PS - Ben - Enjoy the ski mate, I look forward to seeing you getting into some monsters ;-)


----------



## benjiaka (May 30, 2013)

Some speak for themselves salticrak  haha,

Cheers Dennis I appreciate it! Looking forward to getting out on it mate and having a sounder working to go with it! 
Hopefully get onto some tuna down K.I next season or better yet head up to qld with minny to visit salticrak!


----------



## benjiaka (May 30, 2013)

Yeaaah buddy! So its arrived in Adelaide!

Failed to see that by the time I started work! So pickup is Monday! Getting keen as peas!


----------



## Minny (Dec 2, 2013)

The new generation has started Stealth power
look out tuna.


----------



## greeny03 (Jan 1, 2014)

Hi All. With the Stealth Yaks, will the rudder take a bit of punishment? When coming into shore and rolling it or grounding the Yak, does the rudder or keel get damaged?


----------



## benjiaka (May 30, 2013)

G'day Greeny, not sure as of yet mate - you should ask the QLD boys, but minnys takes a flogging and still goes alright


----------



## benjiaka (May 30, 2013)

So it arrived  
Tis a bit big on the getz haha!

So first we unwrapped her, installed and sealed the rudder..
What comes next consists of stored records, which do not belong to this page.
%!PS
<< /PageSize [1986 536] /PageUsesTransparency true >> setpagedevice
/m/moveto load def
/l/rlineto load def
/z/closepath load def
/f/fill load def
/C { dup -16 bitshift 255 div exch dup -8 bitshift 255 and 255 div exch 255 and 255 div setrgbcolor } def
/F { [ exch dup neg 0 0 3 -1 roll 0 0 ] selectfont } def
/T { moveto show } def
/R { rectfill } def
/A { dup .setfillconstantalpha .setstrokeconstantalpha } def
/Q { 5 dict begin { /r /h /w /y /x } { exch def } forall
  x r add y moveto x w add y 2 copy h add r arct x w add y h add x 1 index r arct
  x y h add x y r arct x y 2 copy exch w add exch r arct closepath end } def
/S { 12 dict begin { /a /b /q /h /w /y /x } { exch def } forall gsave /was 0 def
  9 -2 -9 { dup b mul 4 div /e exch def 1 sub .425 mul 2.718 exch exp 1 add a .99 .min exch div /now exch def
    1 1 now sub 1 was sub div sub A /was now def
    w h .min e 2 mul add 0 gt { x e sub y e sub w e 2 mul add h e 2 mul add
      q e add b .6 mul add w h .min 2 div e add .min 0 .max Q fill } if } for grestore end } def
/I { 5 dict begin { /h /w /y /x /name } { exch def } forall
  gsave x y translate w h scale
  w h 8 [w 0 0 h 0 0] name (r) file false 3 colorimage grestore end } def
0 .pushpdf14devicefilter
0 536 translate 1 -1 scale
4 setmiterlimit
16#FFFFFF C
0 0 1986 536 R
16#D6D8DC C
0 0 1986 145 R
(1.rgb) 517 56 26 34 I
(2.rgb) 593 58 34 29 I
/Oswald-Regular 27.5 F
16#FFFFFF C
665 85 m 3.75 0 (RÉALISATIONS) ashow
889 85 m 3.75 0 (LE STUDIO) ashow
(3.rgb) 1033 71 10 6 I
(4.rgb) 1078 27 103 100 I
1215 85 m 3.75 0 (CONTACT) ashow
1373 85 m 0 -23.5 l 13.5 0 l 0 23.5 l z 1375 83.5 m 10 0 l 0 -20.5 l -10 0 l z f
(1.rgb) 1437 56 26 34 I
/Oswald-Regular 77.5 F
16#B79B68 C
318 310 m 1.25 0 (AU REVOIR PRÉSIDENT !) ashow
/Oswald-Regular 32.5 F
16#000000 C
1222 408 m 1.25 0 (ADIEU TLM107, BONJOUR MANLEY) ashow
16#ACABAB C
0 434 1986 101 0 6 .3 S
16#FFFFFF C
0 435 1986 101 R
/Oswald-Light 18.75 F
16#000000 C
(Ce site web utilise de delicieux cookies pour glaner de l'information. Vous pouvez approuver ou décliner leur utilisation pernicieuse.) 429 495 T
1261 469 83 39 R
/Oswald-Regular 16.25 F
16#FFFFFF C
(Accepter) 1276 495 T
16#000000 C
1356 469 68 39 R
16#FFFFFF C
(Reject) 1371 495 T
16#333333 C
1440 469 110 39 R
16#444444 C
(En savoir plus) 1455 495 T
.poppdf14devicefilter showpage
Next on the agenda was to make a carry trolley. Minny doing some adequate welding..



Saw these Green Machine wheels on another trolley build and used them as they are very wide and flat. Plastic, no bearings - went over sand like a dream (aslong as your yak ain't too heavy full of crap!) $12 each from K-mart!


Frame work.. We put foam on the insides and taped.. Will post a photo tomorrow of how it looks in use.. 


Etrex 10 to be mounted - Gus had it laying around so I paid him off so I could have my lucky hands on it cheers mate! Thing is brand new..

We ended up blooding the yak out down south.. After I launched I was waiting for minny to get his sh!t together to come out.. I love how I had EVERYTHING in the centre hatch.. I thought F&^K it, I'm gonna attempt to sit side saddle straight away, if it tips i'll lose nothing.. boom.. side saddle - Amazing couldn't believe how stable this thing is and how confident it makes you feel.. paddles like a dream.. Will never go back to plastic..

Since I still need to install a pulley system for the anchor.. I had to tie up to minny anchored.. which due to the wind caused my stern to face where we needed to fish.. Minny goes.. Just swing your legs around and sit backwards.. and relax and lay back on the deck.. My initial thoughts where.. F&*K that! But I soon realised if I wanted to fish ahaha I needed to..

With ease I was sitting backwards, I can't get over how versatile these kayaks are.. I could never do what I have so far.. with my old wilderness systems ride..

I will start doing more modifications tomorrow.. looking forward to it and will keep pictures and updates! Cheers fellas!


----------



## Minny (Dec 2, 2013)

cant work out which one is the yak
hehehe


----------



## benjiaka (May 30, 2013)

Haha cheers Salti - love it

CAV - Jeez as minny said which one is the kayak haha makes me feel a little better with mine on my roof!

So today I did some more modifications..

Installed the fish finder onto the centre console, with some cable gland off the hobie website.. installed some chopping board as here in SA we do a bit of bait fishing, damn you lucky qlders with warm water..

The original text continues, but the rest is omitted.